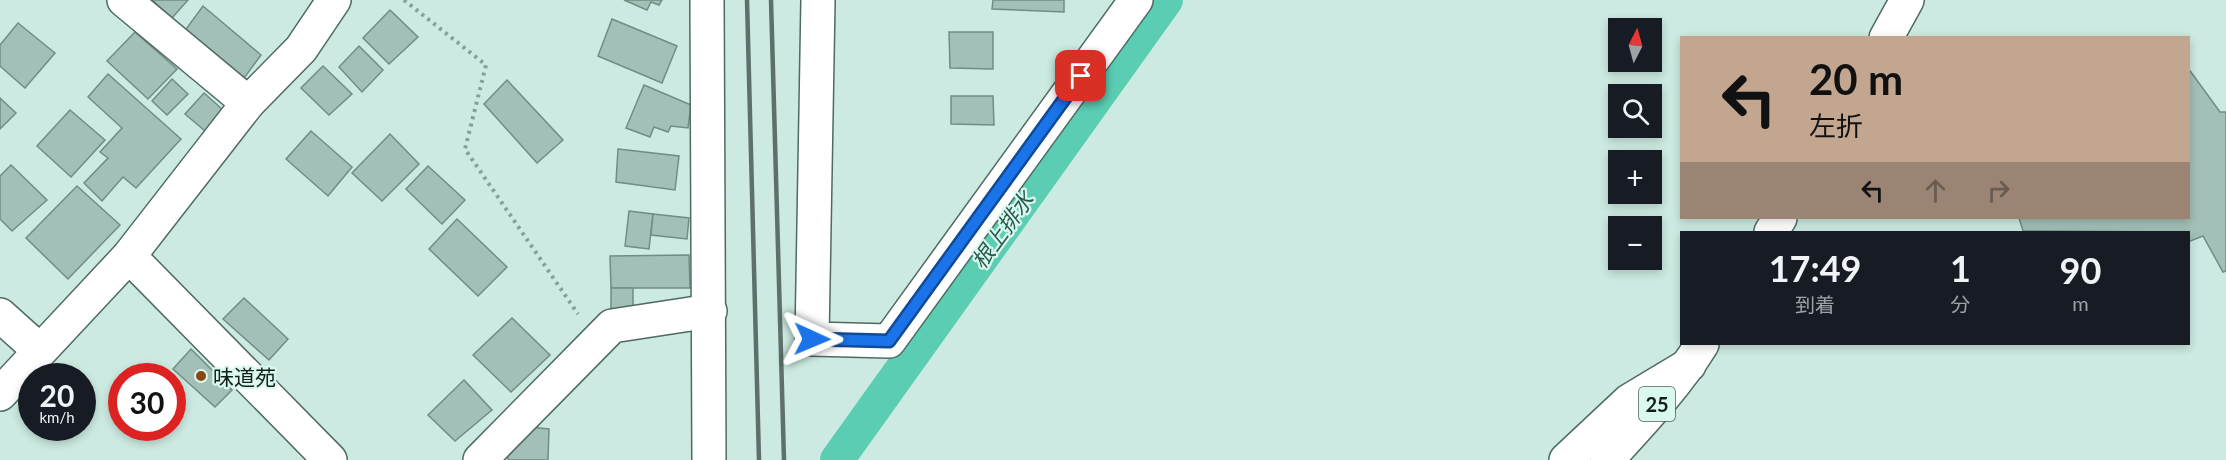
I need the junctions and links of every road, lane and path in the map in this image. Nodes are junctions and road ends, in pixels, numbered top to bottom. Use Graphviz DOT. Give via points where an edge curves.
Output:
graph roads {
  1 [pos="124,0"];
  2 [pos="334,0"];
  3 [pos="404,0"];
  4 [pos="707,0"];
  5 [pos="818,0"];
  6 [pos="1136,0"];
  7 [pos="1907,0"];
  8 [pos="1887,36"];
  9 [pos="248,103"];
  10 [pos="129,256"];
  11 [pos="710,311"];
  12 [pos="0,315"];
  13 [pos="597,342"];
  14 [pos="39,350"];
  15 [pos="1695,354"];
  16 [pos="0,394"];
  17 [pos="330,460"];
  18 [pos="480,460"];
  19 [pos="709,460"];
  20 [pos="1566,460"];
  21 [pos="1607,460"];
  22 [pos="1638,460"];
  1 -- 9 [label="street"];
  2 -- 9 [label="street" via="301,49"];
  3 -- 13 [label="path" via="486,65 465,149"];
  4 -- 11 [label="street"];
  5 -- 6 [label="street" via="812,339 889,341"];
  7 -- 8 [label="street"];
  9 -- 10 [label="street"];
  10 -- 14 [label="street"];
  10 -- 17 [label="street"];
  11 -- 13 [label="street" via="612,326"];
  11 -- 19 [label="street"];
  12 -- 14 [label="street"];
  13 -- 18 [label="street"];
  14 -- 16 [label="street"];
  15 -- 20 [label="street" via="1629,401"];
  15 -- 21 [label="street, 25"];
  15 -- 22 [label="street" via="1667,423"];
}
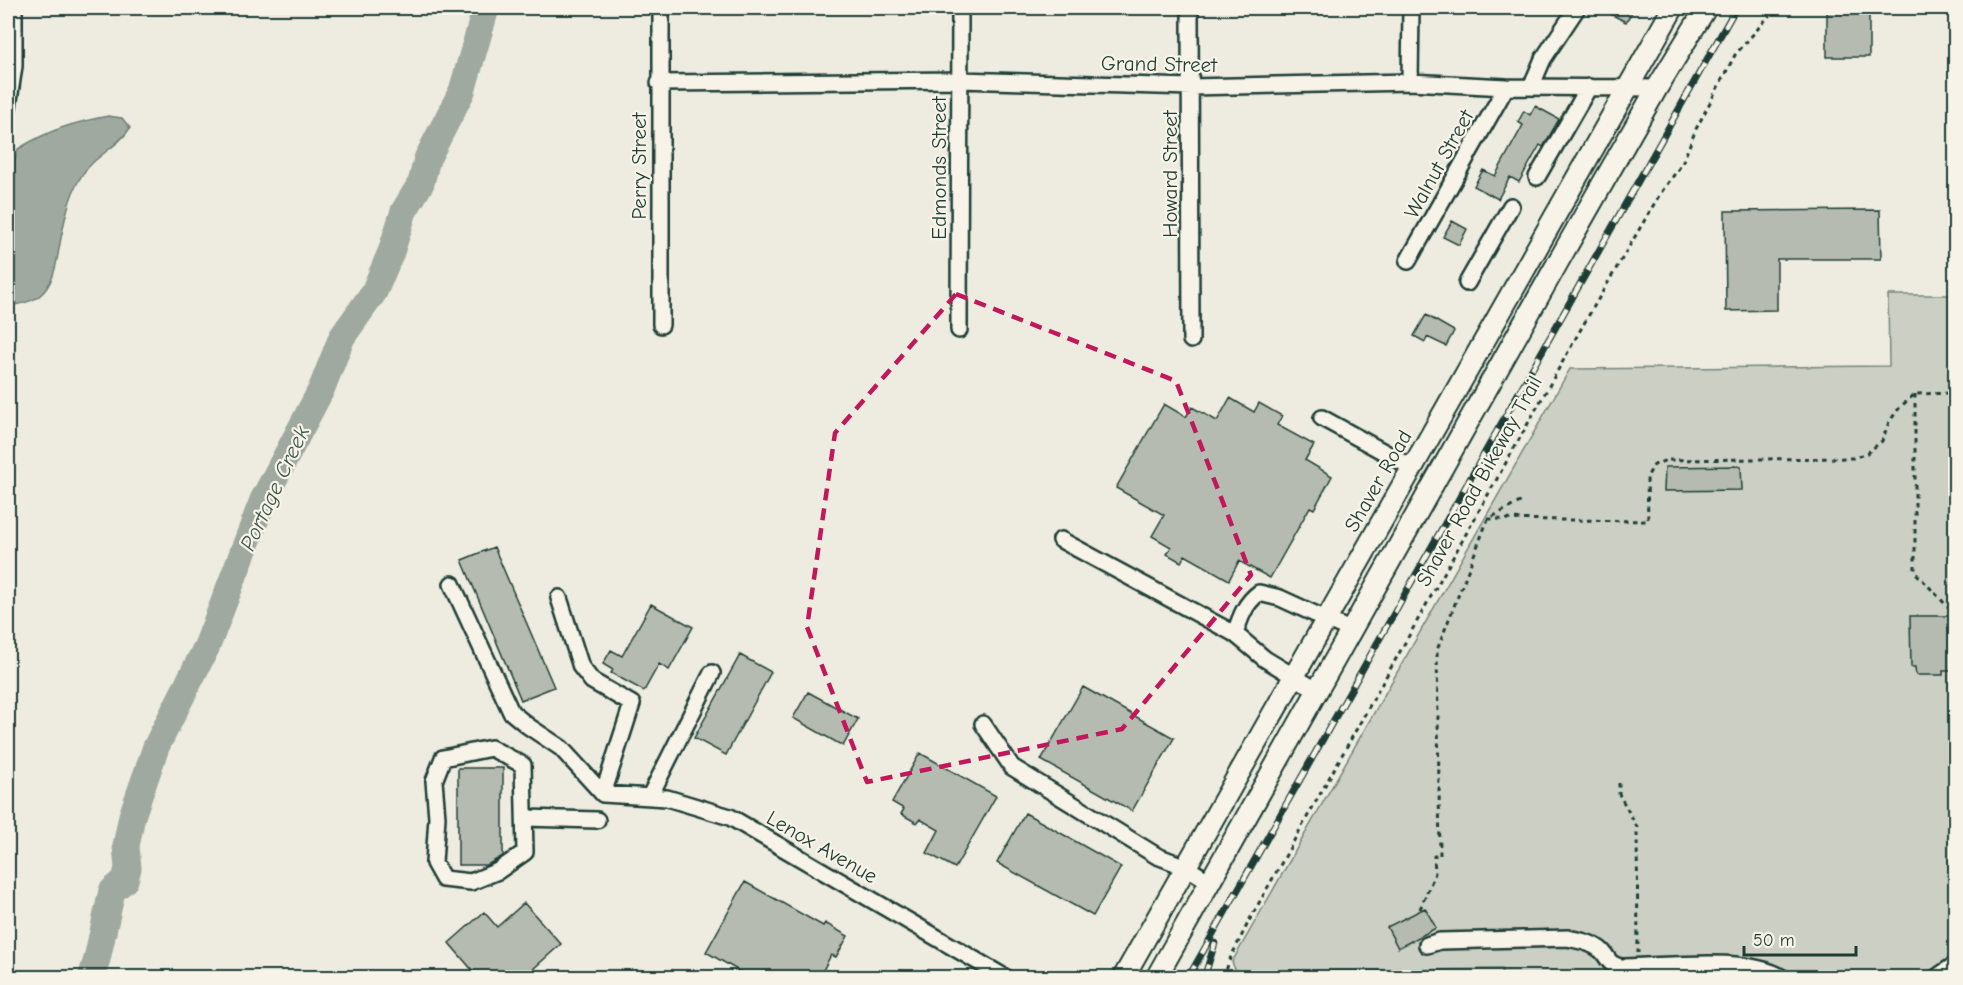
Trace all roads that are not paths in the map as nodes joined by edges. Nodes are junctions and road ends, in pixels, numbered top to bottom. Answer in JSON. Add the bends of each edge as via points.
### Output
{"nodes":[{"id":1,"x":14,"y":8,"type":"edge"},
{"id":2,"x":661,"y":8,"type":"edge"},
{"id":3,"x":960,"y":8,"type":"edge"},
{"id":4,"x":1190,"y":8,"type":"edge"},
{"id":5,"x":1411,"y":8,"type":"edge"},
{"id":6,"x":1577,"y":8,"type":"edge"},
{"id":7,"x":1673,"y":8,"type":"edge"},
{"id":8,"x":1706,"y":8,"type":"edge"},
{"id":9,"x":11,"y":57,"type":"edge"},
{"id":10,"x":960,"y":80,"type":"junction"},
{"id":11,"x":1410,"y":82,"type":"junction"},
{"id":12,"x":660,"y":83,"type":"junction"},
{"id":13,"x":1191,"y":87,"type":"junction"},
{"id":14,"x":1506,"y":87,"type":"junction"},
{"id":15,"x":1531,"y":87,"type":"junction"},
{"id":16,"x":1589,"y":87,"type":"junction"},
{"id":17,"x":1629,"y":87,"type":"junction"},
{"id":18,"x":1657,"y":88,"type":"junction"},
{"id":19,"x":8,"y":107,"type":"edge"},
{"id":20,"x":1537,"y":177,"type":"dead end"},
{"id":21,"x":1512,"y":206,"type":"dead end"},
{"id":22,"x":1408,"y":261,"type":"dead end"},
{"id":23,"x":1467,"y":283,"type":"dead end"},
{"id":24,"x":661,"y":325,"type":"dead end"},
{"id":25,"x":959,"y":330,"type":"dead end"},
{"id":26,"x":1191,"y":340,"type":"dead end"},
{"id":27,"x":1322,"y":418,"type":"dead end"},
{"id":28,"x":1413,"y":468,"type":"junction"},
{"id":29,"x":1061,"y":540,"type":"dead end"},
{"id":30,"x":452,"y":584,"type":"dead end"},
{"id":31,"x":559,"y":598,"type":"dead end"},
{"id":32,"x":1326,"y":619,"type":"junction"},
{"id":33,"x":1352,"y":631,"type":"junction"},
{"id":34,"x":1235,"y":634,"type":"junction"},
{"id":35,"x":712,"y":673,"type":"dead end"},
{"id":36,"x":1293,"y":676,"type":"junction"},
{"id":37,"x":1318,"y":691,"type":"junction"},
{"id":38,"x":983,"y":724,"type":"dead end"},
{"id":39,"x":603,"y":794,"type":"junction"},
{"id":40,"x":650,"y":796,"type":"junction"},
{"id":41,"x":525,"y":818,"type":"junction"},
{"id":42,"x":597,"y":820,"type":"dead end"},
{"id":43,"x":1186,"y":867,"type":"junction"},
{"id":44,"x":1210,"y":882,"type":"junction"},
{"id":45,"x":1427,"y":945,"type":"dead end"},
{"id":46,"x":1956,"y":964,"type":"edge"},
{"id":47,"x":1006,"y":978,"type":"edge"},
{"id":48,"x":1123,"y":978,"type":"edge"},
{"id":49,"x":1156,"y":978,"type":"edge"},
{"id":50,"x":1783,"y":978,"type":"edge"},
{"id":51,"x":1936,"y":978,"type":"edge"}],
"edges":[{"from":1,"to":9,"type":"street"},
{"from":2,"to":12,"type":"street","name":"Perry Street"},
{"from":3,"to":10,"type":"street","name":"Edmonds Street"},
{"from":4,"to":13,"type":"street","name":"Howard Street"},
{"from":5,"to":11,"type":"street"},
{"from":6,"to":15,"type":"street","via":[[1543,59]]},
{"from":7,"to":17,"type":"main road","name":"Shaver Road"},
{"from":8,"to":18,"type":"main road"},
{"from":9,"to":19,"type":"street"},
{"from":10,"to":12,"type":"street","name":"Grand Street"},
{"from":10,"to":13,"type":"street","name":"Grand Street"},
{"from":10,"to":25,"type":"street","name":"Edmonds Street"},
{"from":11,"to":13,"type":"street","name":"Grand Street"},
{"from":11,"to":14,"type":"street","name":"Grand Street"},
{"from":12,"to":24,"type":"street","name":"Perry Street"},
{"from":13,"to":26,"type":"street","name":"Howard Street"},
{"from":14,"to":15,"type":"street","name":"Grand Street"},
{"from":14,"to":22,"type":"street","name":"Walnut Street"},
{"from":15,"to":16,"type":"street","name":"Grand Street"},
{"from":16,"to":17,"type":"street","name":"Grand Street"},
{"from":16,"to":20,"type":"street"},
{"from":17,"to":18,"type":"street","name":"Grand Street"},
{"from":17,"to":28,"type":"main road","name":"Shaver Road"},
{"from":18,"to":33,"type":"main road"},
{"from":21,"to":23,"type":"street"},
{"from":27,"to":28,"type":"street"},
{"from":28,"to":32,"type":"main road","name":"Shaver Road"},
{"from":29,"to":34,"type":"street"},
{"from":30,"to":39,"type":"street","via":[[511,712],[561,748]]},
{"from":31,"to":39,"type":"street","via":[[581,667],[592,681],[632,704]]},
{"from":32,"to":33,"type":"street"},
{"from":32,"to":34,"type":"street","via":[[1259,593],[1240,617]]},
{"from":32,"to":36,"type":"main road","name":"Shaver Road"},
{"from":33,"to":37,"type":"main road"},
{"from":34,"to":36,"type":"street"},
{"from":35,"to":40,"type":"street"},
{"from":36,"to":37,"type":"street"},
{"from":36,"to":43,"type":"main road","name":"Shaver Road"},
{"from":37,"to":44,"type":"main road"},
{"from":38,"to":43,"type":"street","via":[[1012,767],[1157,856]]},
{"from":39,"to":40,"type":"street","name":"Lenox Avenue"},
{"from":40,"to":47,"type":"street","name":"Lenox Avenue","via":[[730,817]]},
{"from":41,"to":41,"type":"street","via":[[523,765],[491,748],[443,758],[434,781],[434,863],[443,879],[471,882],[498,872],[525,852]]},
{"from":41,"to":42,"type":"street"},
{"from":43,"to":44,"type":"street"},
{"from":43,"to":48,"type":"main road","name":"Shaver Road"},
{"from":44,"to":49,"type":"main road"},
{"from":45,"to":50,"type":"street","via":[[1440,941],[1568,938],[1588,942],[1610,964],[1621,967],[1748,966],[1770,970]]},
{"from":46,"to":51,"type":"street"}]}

* * *

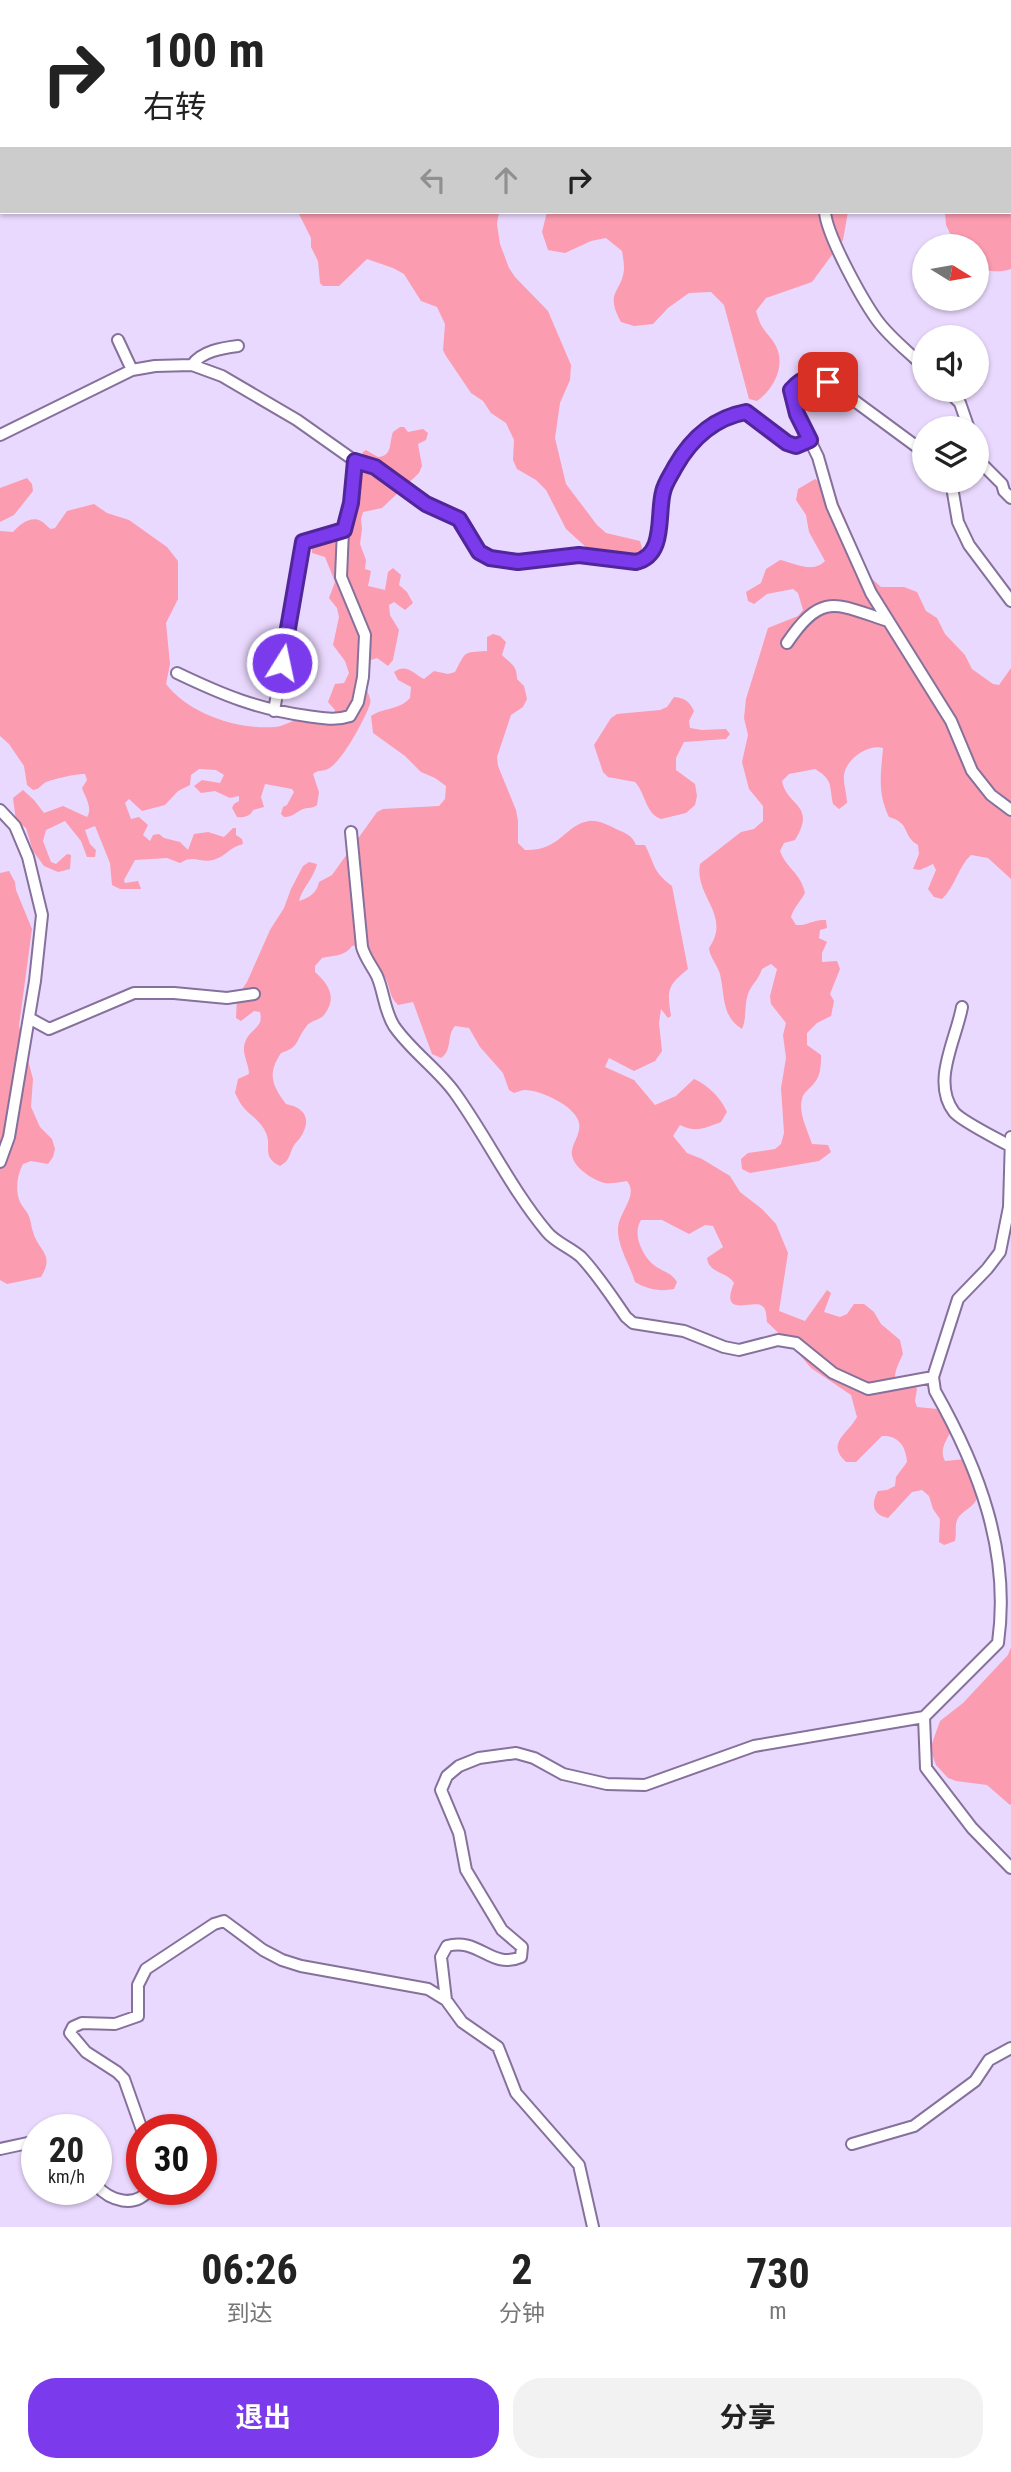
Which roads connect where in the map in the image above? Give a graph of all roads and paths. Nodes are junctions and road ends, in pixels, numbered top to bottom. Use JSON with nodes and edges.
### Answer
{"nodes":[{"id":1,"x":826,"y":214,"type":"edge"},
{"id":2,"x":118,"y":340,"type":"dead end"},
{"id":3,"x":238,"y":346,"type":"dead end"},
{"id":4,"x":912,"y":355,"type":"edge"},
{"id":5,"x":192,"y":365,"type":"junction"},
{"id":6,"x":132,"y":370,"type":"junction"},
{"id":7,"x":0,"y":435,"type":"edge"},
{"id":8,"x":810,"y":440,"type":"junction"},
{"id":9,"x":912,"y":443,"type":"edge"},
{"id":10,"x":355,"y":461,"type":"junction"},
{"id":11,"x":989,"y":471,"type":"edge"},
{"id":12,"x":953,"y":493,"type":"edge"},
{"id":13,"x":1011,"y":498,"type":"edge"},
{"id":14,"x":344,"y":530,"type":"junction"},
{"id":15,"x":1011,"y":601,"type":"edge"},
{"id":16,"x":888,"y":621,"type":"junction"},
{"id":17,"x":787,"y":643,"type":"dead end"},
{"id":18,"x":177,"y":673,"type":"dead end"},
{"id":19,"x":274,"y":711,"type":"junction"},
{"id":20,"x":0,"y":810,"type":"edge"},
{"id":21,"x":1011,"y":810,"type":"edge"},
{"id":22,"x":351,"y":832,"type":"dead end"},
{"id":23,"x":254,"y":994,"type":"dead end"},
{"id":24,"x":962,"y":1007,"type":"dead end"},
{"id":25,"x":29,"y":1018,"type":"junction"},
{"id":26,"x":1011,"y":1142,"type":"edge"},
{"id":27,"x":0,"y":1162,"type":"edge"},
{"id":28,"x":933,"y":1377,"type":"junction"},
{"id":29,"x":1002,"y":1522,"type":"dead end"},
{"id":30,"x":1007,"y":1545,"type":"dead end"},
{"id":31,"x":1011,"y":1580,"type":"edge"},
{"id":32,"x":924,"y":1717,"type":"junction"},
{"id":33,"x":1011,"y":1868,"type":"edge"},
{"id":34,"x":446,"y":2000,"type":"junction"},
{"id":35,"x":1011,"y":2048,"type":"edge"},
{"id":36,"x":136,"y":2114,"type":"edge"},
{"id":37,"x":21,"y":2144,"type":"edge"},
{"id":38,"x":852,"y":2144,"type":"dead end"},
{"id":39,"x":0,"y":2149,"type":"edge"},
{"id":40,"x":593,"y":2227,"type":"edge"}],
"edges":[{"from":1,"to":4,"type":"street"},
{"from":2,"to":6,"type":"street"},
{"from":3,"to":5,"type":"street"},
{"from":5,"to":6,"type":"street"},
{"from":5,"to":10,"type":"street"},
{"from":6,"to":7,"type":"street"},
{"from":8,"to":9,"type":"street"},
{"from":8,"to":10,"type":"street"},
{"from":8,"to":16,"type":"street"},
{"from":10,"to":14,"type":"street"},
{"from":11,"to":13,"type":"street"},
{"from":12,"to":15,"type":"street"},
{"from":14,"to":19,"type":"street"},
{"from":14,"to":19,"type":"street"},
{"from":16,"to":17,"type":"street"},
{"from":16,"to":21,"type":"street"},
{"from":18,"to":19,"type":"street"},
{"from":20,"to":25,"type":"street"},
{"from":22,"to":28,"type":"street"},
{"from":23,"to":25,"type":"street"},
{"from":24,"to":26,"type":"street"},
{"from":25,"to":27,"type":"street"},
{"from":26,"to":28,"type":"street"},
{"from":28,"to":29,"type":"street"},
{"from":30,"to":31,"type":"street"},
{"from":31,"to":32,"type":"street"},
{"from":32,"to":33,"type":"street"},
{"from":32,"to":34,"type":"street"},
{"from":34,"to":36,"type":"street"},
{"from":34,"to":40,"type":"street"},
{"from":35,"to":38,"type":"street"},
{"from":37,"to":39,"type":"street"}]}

> _What this task involves_
Reproduce each line of the material that mentions "points".

> _Expected answer_
I need the junctions and links of every road, lane and path in the map in this image. Nodes are junctions and road ends, in pixels, numbered top to bottom. Use Graphviz DOT. Give via points where an edge curves.
Trace all roads that are not paths in the map as nodes joined by edges. Nodes are junctions and road ends, in pixels, numbered top to bottom. Answer in JSON. Add the bends of each edge as via points.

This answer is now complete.